Stored entries

———

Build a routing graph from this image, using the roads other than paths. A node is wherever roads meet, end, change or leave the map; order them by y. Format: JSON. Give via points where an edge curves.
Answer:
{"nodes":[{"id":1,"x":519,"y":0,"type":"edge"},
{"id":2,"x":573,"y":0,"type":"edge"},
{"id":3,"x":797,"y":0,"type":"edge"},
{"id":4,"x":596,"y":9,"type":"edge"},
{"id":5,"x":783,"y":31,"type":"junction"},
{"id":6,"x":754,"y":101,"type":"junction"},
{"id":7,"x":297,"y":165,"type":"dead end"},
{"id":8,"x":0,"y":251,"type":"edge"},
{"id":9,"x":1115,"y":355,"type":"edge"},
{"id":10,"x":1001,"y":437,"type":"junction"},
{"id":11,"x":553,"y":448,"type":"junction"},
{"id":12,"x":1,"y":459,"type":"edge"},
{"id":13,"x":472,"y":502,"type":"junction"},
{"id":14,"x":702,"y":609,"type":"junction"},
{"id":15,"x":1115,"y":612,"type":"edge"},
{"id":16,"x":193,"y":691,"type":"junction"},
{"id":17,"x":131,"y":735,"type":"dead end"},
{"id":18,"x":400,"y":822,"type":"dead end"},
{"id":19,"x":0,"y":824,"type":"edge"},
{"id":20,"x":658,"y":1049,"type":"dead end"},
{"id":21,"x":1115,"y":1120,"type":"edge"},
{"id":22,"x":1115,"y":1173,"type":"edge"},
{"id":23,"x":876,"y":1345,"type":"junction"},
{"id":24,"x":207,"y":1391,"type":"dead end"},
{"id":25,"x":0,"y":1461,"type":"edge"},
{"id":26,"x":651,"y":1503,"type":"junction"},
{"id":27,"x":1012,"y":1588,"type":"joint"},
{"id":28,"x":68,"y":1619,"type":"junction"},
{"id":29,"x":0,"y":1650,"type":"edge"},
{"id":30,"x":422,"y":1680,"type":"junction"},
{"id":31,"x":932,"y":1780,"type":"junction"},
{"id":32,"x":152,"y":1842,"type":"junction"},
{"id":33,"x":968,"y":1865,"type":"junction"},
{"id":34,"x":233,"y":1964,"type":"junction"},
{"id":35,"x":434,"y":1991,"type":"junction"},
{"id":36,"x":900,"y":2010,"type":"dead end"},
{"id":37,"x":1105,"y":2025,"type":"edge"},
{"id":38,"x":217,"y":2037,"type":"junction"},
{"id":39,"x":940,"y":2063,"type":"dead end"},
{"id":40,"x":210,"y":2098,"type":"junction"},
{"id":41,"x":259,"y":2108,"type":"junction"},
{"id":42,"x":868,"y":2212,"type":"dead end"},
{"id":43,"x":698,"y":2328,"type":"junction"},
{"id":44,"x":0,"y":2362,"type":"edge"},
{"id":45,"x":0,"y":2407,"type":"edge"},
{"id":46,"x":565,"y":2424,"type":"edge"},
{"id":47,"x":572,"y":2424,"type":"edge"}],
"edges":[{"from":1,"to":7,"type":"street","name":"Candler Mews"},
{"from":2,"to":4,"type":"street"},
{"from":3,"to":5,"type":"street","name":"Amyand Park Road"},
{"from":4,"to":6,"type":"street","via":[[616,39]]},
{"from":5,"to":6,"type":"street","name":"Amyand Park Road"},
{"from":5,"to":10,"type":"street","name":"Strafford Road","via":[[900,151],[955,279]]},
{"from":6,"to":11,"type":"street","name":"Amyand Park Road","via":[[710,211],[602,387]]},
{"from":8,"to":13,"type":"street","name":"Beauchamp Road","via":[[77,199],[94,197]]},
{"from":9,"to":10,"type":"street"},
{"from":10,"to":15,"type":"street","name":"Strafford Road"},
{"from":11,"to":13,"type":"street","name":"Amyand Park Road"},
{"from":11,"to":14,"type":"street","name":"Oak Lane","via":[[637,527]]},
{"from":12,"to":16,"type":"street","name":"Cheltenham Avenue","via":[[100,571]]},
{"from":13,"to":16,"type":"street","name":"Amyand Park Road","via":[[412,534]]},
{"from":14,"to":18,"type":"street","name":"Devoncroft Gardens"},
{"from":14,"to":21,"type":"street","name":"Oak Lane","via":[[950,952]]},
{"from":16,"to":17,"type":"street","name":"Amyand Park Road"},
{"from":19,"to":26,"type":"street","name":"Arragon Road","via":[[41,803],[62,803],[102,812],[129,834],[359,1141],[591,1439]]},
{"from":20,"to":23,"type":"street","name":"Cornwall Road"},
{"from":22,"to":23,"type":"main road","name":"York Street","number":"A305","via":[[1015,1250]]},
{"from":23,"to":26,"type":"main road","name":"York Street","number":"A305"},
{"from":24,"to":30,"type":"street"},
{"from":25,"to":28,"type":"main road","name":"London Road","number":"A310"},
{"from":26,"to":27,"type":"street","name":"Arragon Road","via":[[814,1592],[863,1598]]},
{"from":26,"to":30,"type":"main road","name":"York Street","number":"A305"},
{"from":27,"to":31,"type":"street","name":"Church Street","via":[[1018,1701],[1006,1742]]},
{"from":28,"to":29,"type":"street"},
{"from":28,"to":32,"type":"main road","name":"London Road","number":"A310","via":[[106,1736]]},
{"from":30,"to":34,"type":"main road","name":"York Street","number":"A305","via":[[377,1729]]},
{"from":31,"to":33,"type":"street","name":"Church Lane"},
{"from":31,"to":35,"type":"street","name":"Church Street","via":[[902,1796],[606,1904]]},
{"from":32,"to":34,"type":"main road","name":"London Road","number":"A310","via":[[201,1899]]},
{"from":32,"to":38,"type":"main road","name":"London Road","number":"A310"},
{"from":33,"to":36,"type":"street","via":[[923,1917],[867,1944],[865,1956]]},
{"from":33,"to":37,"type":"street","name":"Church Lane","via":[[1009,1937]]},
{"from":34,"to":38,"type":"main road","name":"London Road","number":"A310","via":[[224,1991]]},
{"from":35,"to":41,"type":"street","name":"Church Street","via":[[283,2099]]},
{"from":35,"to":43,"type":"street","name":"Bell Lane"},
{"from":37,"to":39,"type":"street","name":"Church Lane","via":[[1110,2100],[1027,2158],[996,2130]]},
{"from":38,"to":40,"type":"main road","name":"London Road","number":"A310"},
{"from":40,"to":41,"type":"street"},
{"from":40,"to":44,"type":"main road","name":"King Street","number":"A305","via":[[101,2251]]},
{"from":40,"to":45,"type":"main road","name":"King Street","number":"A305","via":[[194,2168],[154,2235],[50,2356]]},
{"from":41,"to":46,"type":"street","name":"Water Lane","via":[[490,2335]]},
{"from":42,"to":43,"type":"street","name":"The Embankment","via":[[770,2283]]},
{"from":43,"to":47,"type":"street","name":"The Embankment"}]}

———

Find the lines above that contain the word "Strafford" and collect them.

{"from":5,"to":10,"type":"street","name":"Strafford Road","via":[[900,151],[955,279]]},
{"from":10,"to":15,"type":"street","name":"Strafford Road"},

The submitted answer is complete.